EXERCISE DESCRIPTION
The word to look for is "name". Report every line of the entries below that has it.

Collected data entries
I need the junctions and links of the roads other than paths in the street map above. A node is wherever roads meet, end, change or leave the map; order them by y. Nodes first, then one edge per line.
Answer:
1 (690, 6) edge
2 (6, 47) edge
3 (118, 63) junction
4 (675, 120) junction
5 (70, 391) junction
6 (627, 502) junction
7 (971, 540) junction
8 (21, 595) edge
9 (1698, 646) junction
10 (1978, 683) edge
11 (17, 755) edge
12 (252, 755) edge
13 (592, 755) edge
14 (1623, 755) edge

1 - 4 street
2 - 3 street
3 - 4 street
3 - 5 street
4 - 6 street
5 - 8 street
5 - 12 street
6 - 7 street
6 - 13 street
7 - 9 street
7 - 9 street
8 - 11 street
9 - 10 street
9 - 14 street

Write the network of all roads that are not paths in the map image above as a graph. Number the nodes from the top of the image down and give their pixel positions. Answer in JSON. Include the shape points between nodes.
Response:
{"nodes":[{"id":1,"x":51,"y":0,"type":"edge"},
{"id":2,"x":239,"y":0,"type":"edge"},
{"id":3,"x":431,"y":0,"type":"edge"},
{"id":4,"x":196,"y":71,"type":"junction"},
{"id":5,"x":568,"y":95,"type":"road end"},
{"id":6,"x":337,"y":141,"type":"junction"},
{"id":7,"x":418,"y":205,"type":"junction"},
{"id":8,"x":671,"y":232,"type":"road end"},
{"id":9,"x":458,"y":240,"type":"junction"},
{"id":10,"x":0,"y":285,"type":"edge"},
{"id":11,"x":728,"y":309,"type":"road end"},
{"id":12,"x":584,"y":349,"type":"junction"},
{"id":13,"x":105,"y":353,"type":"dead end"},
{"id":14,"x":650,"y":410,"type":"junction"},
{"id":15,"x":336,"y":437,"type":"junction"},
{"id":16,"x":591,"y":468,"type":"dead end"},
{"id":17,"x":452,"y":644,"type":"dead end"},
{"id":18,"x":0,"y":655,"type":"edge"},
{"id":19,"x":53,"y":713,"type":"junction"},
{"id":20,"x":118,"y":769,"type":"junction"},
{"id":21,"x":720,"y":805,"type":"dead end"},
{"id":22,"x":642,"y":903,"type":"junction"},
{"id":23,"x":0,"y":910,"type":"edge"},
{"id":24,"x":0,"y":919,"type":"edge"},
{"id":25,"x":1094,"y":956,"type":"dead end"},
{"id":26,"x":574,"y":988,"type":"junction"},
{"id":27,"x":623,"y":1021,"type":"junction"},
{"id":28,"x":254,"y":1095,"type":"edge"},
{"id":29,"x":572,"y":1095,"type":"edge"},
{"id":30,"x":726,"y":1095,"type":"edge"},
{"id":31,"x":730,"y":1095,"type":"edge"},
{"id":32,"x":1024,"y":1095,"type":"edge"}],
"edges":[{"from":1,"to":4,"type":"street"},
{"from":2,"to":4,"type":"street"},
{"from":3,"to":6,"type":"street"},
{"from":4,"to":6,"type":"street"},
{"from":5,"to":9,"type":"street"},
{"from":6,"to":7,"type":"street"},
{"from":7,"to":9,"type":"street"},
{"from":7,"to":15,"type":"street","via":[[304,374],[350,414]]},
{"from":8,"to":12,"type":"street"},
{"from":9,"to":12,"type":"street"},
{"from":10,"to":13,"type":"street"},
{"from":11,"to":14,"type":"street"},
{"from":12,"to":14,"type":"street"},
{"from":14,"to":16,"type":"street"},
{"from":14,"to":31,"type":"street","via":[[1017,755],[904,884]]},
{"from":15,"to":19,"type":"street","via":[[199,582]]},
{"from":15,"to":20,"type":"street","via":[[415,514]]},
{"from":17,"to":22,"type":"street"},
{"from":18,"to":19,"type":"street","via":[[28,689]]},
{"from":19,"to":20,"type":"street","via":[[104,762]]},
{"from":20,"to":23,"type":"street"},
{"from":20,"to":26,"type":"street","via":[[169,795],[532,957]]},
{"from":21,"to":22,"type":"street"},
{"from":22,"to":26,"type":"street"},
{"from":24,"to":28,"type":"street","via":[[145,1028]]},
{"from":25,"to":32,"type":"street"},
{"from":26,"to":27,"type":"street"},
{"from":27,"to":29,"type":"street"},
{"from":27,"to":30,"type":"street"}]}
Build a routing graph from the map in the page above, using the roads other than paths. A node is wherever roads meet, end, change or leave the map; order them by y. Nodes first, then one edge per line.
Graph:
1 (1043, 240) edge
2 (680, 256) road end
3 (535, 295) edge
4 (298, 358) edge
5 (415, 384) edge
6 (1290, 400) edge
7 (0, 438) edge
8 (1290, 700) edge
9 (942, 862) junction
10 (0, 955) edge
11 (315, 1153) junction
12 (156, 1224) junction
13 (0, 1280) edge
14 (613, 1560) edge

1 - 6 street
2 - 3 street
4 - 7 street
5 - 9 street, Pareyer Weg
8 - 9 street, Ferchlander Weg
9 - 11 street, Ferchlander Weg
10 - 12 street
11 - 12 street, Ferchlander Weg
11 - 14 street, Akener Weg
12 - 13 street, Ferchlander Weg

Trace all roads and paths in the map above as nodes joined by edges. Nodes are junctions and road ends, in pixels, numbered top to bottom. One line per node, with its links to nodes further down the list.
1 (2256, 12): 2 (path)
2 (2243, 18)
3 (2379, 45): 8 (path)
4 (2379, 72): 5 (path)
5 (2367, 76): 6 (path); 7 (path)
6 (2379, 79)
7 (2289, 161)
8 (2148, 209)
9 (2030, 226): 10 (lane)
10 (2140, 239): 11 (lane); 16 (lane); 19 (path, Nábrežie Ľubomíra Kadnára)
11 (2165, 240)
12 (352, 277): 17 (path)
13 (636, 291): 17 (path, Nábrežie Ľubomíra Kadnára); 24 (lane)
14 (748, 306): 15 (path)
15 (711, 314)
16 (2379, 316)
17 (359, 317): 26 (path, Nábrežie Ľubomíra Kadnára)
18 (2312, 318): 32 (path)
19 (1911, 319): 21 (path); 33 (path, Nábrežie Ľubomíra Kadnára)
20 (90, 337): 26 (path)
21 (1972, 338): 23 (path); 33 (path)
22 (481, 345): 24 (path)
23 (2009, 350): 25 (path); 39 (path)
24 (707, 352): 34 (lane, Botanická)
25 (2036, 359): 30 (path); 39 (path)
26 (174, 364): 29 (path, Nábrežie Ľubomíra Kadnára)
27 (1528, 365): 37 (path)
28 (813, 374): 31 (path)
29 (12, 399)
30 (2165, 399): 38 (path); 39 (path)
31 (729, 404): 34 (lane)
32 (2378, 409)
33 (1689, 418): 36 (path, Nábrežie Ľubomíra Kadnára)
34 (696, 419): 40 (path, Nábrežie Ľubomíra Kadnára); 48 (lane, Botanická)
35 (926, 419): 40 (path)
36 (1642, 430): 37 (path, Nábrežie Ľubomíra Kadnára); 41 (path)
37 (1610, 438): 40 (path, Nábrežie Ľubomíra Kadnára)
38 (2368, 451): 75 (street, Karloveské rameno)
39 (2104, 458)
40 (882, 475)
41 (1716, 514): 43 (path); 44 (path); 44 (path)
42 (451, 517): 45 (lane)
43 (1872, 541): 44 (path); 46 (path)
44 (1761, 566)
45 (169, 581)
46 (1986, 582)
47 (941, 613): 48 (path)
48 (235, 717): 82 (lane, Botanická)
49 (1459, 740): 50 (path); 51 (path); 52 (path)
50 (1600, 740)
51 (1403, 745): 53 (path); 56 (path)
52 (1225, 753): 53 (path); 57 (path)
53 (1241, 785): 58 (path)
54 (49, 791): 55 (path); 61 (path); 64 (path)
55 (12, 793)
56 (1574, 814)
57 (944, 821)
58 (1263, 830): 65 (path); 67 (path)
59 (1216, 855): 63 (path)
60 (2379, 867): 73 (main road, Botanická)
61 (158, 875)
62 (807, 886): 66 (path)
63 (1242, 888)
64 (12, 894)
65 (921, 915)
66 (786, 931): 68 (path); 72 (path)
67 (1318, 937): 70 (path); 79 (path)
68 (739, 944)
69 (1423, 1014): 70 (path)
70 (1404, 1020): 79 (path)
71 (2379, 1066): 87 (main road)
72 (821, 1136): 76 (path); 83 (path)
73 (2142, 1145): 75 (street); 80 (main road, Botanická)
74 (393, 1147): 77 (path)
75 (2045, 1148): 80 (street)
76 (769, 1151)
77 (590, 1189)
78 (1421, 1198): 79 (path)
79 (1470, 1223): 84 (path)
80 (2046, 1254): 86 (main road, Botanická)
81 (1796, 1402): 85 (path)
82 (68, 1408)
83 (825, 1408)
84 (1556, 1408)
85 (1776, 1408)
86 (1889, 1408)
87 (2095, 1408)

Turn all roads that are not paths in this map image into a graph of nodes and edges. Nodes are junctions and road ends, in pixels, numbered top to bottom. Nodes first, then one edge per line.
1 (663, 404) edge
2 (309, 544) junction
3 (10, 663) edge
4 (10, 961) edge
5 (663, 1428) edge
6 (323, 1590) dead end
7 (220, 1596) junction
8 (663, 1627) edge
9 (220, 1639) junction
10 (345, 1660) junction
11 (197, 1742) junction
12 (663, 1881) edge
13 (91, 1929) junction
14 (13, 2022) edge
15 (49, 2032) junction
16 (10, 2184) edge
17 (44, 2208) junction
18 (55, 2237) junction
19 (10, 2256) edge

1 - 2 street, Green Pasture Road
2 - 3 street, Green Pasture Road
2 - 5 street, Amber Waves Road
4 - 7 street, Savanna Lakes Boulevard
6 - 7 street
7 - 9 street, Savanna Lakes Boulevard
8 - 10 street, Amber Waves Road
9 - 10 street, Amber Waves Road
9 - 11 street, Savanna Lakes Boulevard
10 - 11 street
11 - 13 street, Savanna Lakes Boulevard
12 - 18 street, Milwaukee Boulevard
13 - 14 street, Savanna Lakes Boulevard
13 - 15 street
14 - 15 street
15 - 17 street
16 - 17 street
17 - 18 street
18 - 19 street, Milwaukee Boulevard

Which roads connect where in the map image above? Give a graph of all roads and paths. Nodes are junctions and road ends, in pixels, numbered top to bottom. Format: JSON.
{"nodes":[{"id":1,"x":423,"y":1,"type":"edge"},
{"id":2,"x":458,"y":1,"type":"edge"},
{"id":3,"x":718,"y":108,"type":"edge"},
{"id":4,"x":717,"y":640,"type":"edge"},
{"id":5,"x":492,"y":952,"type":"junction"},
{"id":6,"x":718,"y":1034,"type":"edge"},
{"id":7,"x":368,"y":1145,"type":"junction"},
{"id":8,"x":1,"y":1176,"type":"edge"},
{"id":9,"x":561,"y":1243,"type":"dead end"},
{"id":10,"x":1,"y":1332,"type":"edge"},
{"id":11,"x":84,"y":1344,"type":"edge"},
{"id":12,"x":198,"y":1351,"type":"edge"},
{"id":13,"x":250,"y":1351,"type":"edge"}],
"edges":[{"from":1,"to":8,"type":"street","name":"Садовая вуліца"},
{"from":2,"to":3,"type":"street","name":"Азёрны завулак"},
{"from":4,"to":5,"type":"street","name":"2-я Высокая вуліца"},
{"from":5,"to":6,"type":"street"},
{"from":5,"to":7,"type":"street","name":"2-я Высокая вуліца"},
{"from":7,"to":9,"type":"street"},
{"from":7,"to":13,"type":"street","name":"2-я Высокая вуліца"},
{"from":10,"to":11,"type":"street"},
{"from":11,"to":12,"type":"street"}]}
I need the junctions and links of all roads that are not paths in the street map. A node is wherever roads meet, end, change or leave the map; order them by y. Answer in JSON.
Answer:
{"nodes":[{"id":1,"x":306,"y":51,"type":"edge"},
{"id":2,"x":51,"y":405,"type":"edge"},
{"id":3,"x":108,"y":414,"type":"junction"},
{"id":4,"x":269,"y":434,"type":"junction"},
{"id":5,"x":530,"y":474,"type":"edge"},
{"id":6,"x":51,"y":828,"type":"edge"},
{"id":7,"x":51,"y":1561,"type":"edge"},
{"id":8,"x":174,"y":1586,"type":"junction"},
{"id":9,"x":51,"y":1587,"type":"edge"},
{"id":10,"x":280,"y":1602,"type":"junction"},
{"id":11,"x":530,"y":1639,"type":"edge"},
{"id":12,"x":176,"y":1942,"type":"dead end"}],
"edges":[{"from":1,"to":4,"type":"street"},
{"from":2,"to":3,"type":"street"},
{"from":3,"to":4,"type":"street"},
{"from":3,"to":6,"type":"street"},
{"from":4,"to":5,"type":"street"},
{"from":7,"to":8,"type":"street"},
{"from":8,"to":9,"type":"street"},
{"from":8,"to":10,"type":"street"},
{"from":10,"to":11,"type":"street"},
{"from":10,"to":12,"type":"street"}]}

EXERCISE RESULT
"edges":[{"from":1,"to":8,"type":"street","name":"Садовая вуліца"},
{"from":2,"to":3,"type":"street","name":"Азёрны завулак"},
{"from":4,"to":5,"type":"street","name":"2-я Высокая вуліца"},
{"from":5,"to":7,"type":"street","name":"2-я Высокая вуліца"},
{"from":7,"to":13,"type":"street","name":"2-я Высокая вуліца"},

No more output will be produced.